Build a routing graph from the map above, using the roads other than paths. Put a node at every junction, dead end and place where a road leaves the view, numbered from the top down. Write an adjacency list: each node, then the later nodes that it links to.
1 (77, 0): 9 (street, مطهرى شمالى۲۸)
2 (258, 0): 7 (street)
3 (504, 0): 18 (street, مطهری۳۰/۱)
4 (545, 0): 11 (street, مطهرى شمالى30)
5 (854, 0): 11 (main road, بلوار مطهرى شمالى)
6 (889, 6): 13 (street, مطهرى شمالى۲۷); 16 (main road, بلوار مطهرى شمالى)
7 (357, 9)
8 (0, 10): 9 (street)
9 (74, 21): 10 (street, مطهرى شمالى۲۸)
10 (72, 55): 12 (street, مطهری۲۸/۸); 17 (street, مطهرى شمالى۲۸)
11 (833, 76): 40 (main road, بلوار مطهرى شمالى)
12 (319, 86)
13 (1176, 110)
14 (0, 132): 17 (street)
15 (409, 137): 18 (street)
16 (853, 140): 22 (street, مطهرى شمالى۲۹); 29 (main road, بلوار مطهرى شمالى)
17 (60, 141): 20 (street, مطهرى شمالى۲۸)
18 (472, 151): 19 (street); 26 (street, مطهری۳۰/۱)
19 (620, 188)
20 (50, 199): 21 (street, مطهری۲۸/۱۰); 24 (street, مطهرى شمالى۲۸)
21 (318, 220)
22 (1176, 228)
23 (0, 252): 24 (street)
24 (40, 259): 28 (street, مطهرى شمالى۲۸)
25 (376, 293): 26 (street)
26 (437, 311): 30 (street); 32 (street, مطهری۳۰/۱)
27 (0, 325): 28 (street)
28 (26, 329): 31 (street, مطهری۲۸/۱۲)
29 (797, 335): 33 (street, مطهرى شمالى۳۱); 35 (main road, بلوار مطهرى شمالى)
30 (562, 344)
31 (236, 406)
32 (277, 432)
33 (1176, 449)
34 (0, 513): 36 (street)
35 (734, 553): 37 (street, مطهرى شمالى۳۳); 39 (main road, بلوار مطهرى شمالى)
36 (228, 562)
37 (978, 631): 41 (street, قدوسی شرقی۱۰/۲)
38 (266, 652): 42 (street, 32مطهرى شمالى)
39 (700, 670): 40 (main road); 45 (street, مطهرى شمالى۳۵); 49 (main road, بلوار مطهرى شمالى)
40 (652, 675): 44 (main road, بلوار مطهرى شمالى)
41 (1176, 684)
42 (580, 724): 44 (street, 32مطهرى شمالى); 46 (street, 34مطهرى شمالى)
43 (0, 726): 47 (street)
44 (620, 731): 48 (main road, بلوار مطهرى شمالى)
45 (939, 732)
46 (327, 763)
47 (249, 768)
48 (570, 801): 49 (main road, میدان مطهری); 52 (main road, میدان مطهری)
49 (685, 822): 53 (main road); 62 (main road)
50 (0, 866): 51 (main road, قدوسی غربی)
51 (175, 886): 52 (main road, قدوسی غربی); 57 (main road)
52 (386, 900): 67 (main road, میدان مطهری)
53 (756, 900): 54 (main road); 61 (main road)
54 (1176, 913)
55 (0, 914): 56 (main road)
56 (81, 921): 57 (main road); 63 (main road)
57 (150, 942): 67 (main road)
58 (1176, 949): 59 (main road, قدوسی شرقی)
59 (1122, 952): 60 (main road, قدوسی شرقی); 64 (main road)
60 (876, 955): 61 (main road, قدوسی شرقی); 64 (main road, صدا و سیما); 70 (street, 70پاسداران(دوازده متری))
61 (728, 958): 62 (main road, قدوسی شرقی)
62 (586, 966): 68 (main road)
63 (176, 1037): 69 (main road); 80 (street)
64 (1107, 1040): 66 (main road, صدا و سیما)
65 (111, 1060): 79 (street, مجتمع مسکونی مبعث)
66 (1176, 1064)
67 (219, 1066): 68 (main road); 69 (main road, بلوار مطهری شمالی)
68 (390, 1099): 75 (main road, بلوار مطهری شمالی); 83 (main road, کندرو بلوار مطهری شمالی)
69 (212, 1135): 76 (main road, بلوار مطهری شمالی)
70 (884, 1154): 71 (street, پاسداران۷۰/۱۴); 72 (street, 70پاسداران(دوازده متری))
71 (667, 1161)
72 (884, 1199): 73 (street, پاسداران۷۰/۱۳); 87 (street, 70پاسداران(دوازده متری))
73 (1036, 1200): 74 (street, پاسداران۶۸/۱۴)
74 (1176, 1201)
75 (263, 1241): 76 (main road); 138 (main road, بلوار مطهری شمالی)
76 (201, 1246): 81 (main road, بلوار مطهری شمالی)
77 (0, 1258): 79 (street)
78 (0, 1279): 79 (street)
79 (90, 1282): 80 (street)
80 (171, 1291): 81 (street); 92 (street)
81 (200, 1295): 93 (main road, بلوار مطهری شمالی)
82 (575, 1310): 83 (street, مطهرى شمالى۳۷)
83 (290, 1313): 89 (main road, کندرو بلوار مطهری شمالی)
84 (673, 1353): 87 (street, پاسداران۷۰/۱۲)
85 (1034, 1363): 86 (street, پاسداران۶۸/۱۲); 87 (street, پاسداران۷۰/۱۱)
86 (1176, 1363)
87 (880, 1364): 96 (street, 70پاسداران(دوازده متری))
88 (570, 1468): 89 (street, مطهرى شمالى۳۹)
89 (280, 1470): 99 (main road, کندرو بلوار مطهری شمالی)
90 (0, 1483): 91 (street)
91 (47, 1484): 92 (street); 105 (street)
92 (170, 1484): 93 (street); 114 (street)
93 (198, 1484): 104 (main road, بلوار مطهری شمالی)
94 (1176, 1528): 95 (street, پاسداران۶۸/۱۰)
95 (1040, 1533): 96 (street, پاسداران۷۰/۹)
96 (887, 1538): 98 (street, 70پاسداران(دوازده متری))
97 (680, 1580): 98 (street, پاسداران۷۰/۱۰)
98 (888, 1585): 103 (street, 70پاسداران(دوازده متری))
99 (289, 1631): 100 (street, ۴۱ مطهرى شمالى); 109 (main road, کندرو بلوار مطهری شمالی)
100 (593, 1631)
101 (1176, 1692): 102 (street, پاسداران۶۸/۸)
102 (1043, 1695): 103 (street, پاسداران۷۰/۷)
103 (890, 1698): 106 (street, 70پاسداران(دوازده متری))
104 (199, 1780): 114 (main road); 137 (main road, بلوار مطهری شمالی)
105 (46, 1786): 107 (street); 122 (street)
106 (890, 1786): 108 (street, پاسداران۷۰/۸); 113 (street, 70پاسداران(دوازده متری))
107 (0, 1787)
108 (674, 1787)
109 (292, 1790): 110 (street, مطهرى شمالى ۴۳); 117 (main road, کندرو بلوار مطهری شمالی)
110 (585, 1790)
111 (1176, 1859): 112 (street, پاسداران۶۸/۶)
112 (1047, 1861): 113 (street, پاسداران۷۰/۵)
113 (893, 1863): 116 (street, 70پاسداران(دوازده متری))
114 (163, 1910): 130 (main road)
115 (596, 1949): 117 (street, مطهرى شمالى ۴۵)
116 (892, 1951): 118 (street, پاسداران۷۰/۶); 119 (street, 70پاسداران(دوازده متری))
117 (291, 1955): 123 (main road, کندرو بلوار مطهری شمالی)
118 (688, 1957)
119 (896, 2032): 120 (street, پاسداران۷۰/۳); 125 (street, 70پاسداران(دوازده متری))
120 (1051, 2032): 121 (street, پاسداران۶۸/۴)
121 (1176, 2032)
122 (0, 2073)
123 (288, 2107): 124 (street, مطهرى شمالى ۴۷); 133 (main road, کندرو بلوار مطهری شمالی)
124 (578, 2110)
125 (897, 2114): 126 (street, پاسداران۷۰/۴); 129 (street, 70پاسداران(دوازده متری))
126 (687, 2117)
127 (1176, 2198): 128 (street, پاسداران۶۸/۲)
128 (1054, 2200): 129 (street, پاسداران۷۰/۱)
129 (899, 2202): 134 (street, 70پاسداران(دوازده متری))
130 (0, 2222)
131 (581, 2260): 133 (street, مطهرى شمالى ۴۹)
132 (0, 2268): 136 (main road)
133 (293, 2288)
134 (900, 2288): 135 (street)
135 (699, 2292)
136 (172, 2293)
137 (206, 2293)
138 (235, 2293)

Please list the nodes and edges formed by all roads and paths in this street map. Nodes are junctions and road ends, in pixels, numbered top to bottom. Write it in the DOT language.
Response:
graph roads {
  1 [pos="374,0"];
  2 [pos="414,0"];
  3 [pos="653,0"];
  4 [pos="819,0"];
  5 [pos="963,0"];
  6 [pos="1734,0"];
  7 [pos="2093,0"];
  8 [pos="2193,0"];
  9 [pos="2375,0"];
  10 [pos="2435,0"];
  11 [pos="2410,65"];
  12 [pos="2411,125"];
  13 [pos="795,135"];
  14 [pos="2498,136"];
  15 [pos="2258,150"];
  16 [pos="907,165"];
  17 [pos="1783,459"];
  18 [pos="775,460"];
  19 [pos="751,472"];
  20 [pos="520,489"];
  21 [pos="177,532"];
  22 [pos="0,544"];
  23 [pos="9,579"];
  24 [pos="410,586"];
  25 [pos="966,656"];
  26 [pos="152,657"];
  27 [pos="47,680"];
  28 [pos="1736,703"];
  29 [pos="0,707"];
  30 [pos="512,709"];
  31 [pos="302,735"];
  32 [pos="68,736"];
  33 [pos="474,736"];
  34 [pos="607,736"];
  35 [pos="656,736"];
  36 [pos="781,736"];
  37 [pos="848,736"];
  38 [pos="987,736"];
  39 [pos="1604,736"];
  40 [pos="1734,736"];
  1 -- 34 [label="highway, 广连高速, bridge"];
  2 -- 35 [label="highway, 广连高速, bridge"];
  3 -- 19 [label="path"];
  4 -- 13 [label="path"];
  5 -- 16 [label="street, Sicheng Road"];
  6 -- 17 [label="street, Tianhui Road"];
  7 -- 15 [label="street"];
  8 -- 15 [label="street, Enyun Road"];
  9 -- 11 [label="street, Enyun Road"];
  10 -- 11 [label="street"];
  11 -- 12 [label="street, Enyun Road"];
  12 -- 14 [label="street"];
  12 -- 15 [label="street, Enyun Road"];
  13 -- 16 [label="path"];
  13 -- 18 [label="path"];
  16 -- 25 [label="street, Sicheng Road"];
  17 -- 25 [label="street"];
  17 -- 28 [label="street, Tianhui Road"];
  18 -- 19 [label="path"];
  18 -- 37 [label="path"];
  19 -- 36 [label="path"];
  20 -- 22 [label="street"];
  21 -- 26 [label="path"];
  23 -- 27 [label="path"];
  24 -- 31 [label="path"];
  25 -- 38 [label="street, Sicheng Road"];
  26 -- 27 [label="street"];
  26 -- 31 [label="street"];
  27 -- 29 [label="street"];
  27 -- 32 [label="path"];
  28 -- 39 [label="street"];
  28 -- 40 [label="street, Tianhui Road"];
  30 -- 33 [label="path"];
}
§ §
— WHAT TO WORK ON —
Across the entries above, find the lines with the string "paths" and copy them.

— ANSWER AREA —
Build a routing graph from the map above, using the roads other than paths. Put a node at every junction, dead end and place where a road leaves the view, numbered from the top down. Write an adjacency list: each node, then the later nodes that it links to.
Please list the nodes and edges formed by all roads and paths in this street map. Nodes are junctions and road ends, in pixels, numbered top to bottom. Write it in the DOT language.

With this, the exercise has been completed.